The chancellor appointed a GAL to make recommendations with respect to the TPR issue. The GAL recommended that Gary’s parental rights not be terminated, and went on to recommend that Angela have “primary custody,” with Gary having visitation, “because that is how they have been operating since the date of the divorce.”

The chancellor denied Angela’s prayers for TPR, for modification of custody and visitation, and for an increase in child support. He did order Gary to pay the children’s private school tuition. Angela appealed, and one of the issues she raised was that the chancellor’s ruling failed to address why he did not follow the GAL’s recommendation as to custody and visitation.

The COA affirmed in Davis v. Davis, handed down January 24, 2017. Here’s how Judge Lee wrote for the unanimous court (Westbrooks not participating):

¶19. In her third issue, Angela claims the chancery court should have followed the GAL’s recommendation as to the modification-of-custody/visitation issue, or it should have provided written findings as to why the GAL’s recommendations were not followed.

¶20. “Our supreme court does not require a chancellor to follow the findings of a GAL.” In re N.B., 135 So. 3d 220, 228 (¶35) (Miss. Ct. App. 2014) (citing S.N.C. v. J.R.D. Jr., 755 So. 2d 1077, 1082 (¶17) (Miss. 2000)). “However, ‘when a chancellor’s ruling is contrary to the recommendation of a statutorily required GAL, the reasons for not adopting the GAL’s recommendation shall be stated by the court in the findings of fact and conclusions of law.’” Id. (quoting S.N.C., at 755 So. 2d 1082 (¶18)).

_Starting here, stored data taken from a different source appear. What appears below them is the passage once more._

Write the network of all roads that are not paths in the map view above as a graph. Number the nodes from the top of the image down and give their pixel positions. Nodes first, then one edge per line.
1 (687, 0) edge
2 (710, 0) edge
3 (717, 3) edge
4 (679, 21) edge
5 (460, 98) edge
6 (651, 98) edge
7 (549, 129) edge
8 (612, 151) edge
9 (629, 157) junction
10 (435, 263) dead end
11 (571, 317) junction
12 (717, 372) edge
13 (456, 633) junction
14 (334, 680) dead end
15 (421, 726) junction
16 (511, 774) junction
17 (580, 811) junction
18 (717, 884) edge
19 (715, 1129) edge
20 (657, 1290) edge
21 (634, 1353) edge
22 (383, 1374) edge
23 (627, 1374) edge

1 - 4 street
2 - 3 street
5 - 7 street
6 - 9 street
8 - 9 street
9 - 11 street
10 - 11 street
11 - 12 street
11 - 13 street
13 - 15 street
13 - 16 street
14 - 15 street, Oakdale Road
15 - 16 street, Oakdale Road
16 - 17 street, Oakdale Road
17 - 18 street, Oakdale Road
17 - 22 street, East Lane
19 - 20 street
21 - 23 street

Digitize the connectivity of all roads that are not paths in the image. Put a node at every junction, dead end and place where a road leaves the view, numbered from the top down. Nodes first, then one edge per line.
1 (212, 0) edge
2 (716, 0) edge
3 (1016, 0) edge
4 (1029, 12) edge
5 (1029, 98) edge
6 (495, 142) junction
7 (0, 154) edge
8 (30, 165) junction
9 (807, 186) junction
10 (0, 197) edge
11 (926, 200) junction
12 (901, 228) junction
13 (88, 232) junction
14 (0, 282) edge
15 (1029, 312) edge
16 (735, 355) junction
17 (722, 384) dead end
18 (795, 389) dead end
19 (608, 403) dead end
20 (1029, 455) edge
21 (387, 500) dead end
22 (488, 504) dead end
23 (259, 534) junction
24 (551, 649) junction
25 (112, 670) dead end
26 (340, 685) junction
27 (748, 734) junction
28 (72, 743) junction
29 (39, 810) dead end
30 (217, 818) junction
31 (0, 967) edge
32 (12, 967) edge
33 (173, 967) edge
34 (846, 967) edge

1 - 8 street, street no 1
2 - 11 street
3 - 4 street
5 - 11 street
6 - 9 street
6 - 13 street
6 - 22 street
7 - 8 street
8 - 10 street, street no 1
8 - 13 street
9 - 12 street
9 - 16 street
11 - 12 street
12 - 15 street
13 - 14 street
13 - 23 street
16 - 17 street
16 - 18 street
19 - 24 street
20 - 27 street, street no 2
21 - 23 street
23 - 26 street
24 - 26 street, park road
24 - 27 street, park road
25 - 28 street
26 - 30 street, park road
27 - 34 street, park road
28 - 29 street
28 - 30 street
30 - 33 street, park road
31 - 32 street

¶21. Here, the GAL was appointed solely to investigate the termination of parental rights. The GAL recommended that Gary’s parental rights not be terminated, and the chancery court followed the GAL’s recommendation. Since the GAL was not appointed to investigate the modification-of-custody/visitation issue, we cannot find the chancellor erred in failing to state his reasons for not adopting the GAL’s recommendations regarding custody and visitation.

Some thoughts:

  • Make sure your GAL order is specific and clear as to which issues the GAL is required to serve. Angela’s appeal might have won the day had the GAL order been vague or general (e.g., ” … to make recommendations as to the best interest of the children …” ).
  • I’m not sure whether this issue has been squarely before the appellate courts before, but to me it’s definitely a new wrinkle in GAL jurisprudence.
  • Once again the term “primary custody” pops up in a case. In 2009, the MSSC ruled that the term “primary custody” and its permutations like “primary physical” and “primary legal” and “primary physical and legal” custody have no legal meaning in our law. You might recall that I posted here about it ‘way back in 2010. It’s not that big a deal in most cases, but, as I pointed out in that previous post, it can work some serious mischief in custody agreements and judgments. In my opinion, it’s better simply to purge the term entirely from your legal vocabulary than to use it heedlessly and have it ricochet fatally against a client or former client in later proceedings. In a recent custody case I heard, counsel for both parties used the term repeatedly. It was like fingernails on a blackboard to me.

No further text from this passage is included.